Things that ‘Martyr’
Since Malawi attained its independence way back in 1964, it has always commemorated Martyrs Day, which founding president Hastings Kamuzu Banda declared that it be held on March 03, 2020.
At the dawn of multiparty, one leader went out of his way to try and erase the significance of the day from the memory of Malawians but that was not to be as a majority had already realised how important that selfless act in 1959 which those noble men and women and children who were shot dead in cold blood by the British Army had done, meant for the country.
Theirs was part of the struggle to unshackle Nyasaland from the chains and pangs of colonial rule.
And so, this past Tuesday, the centre of attention was Nkhata Bay District where the ‘official’ commemorations were held (well, they were branded as such despite families of the martyrs having fundraised on their own) and before we knew it, all hell broke loose when one of the legislators in the district and Minister of Lands and Housing, adha Symon Vuwa Kaunda took to the podium to address the gathering.
He was constantly booed before being forced to resume his sit, paving way for his colleague Francis Phiso who had been designated by President Peter Mutharika as his representative to preside over the event. He, too, was not spared the heckling and torment from the crowd as the people went ballistic every time he made mention of Vuwa Kaunda’s name but cheered whenever he referred to Vice President Saulos Klaus Chilima, who was in attendance but had not been accorded a chance to address the people.

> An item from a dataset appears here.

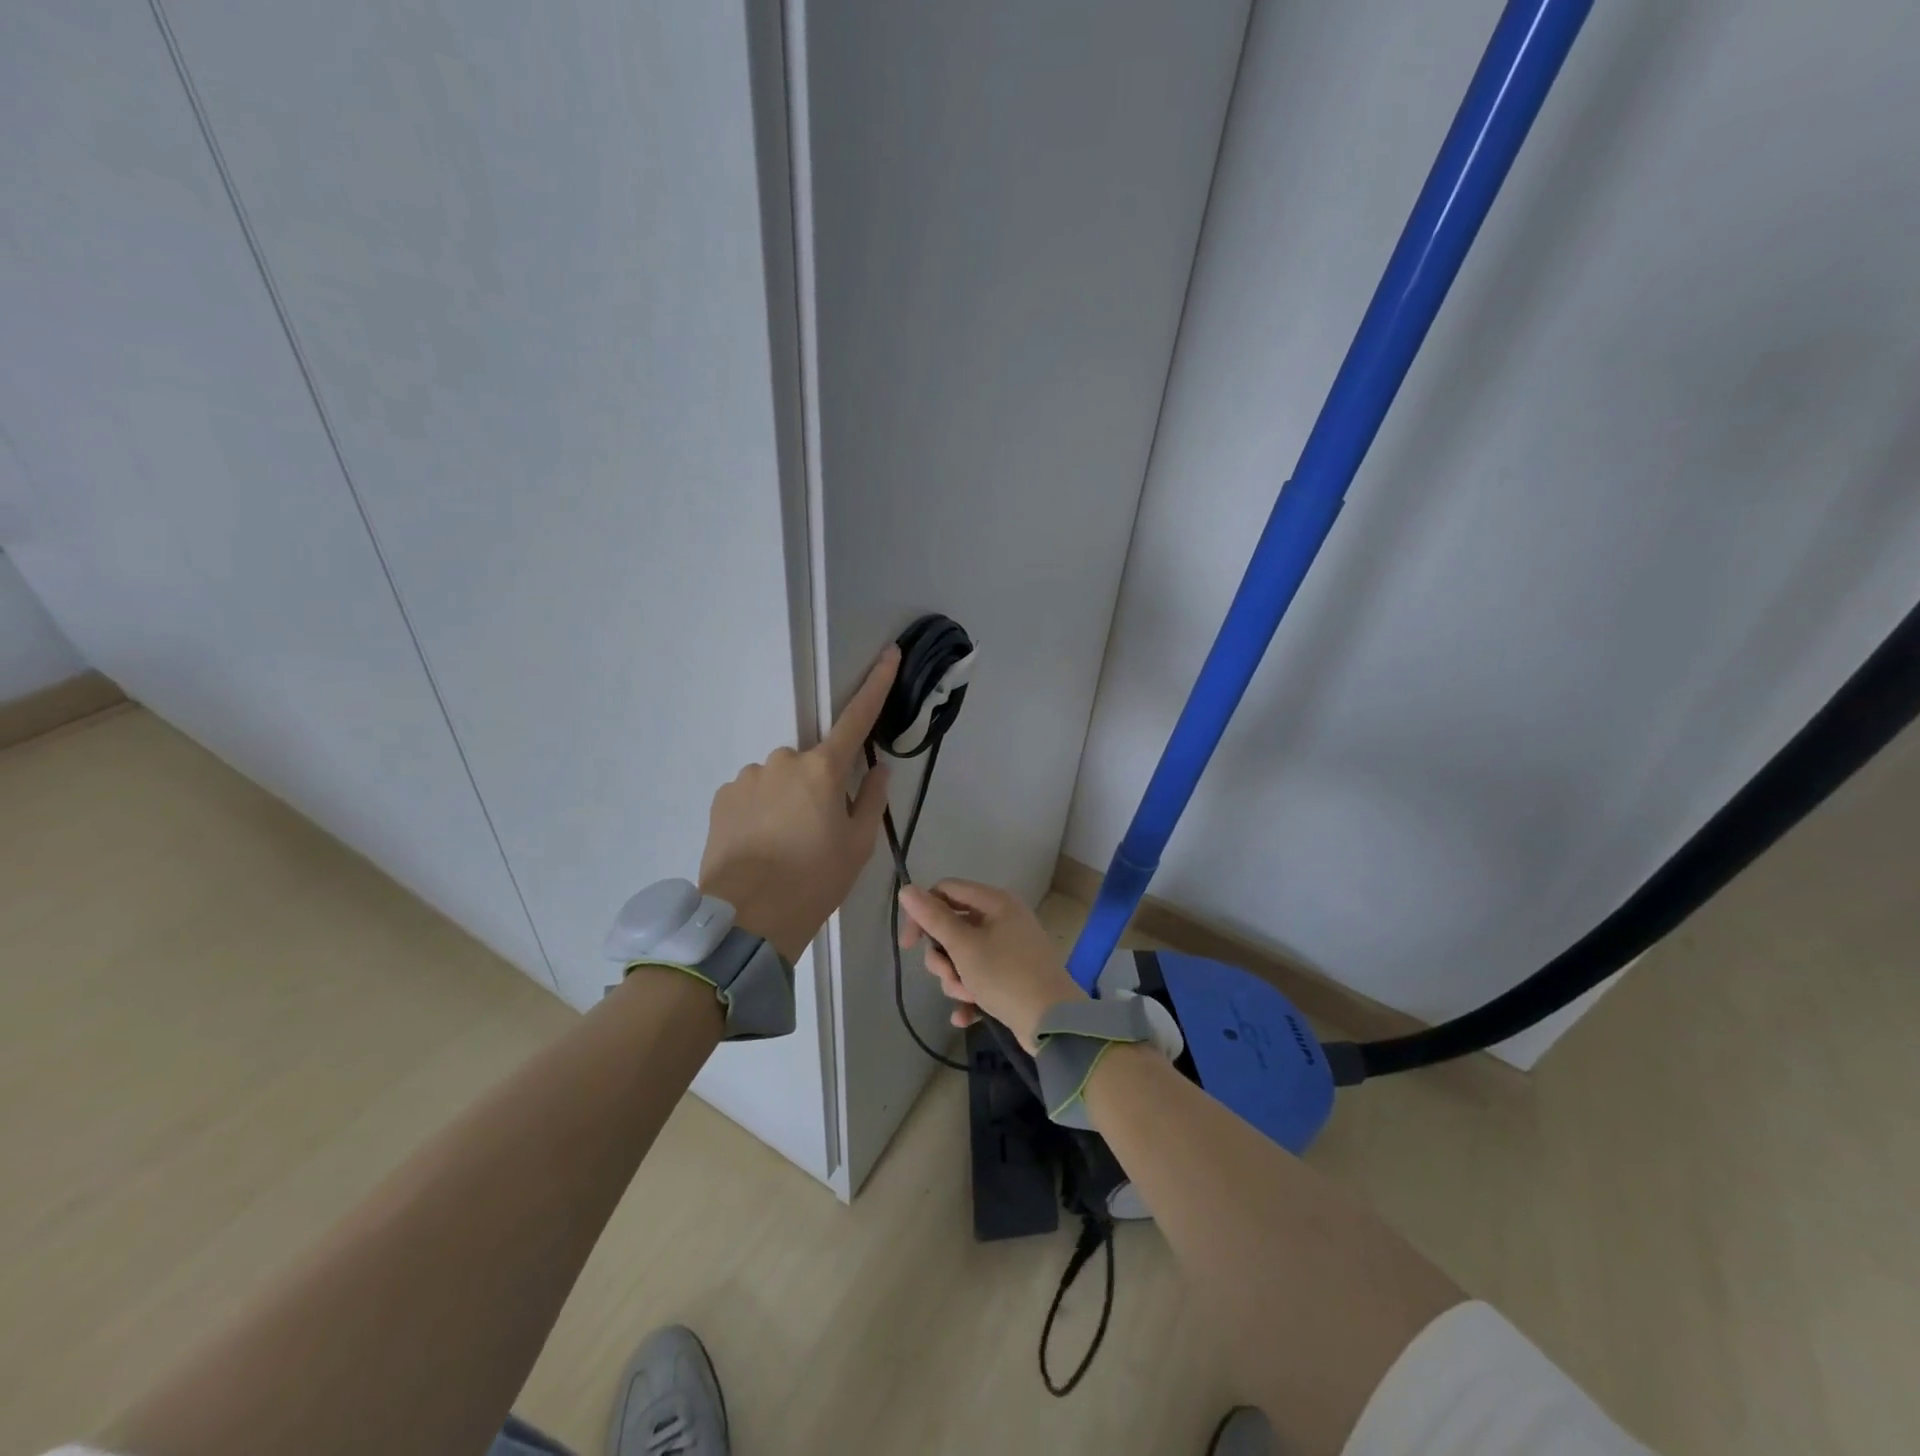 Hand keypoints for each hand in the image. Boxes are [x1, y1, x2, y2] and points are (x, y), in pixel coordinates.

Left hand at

Now, two things quickly raced to my mind when these developments were unfolding; firstly, the people must have been cheesed off by the fact that President Mutharika had not delegated Chilima for the function (the Constitutional Court extended both Mutharika and Chilima’s mandate for the presidency on February 03 after nullifying the May 21 presidential election).
The gesture by the President to side-step Chilima as regards who gets to represent him at the memorial event in Nkhata Bay certainly carried heavy political connotations, whether intended or otherwise hence the condemnation from the gathered crowd through jeering.
This is not to say the people were justified because, as rightly observed by Adha Vuwa, this was a somber occasion and it was supposed to bring people together and not sow seeds of discord. But the big question is; who and what triggered it all? In my view, the whole booing incident might have been avoided had the President, in delegating a representative, demonstrated a reconciliatory tone with his second-in-command by entrusting Chilima with the responsibility. Never mind the fact that the Vice President kept a cool head when asked about it after the event but, certainly, the development did not amuse the gathered audience.
It is not the first time that government has found itself in a tight spot over the issue of delegated authority, especially where the Vice President is in attendance. People still recall what happened few years ago during late Chikulamayembe’s funeral in Rumphi District where representatives of the church (CCAP Livingstonia Synod) chided government for trying to hijack the ceremony by removing those from the opposition, including Chilima who had come out full throttle with his movement back then, and had initially been included on the funeral programme.
Secondly, it could be that the community in Nkhata Bay was simply showing its frustration over government’s continued disregard of their plea for capital hill to take charge of the national event. Time and again, the committee organising the event has come short in terms of mobilizing funds and whenever they have turned to government for support, all they have gotten is a door being slammed in their faces.
But still, this by no means justifies the chaotic scenes witnessed at the memorial service in Nkhata Bay on this year’s Martyrs day commemoration. It is time as a people we became more accommodative in the handling of things, and this goes to both government and the public at large. I am sure that, unlike the Chikulamayembe funeral programme where microphones had to be grabbed from some 11th hour speakers, organisers of the Nkhata Bay event as well as President Mutharika and his cronies had all the time to possibly adjust the programme and throw SKC (as Chilima is widely referred to by his followers) in the mix. Let me give a word of advice to capital hill, you need not indulge in some needless battles because some of them can be won without even lifting a finger. It is high time the President started delegating some of his duties to his Vice President, with whom he partnered back in May 2014 general election.
These are things that matter if our gains from freedom, which the martyrs we remembered last Tuesday gave up their lives for, are to be consolidated.
Stephen Dakalira is a seasoned Journalist who works as Times Group’s Online and Digital Executive Editor. He is also the Assistant Editor of The Sunday Times Newspaper, and author of Full Circle column which appears in Malawi News; all of these under the Times Group stable.
He has previously worked in key positions for some of Malawi’s key media institutions such as Malawi News Agency, Capital FM Radio and Star Radio (Now Timveni Radio).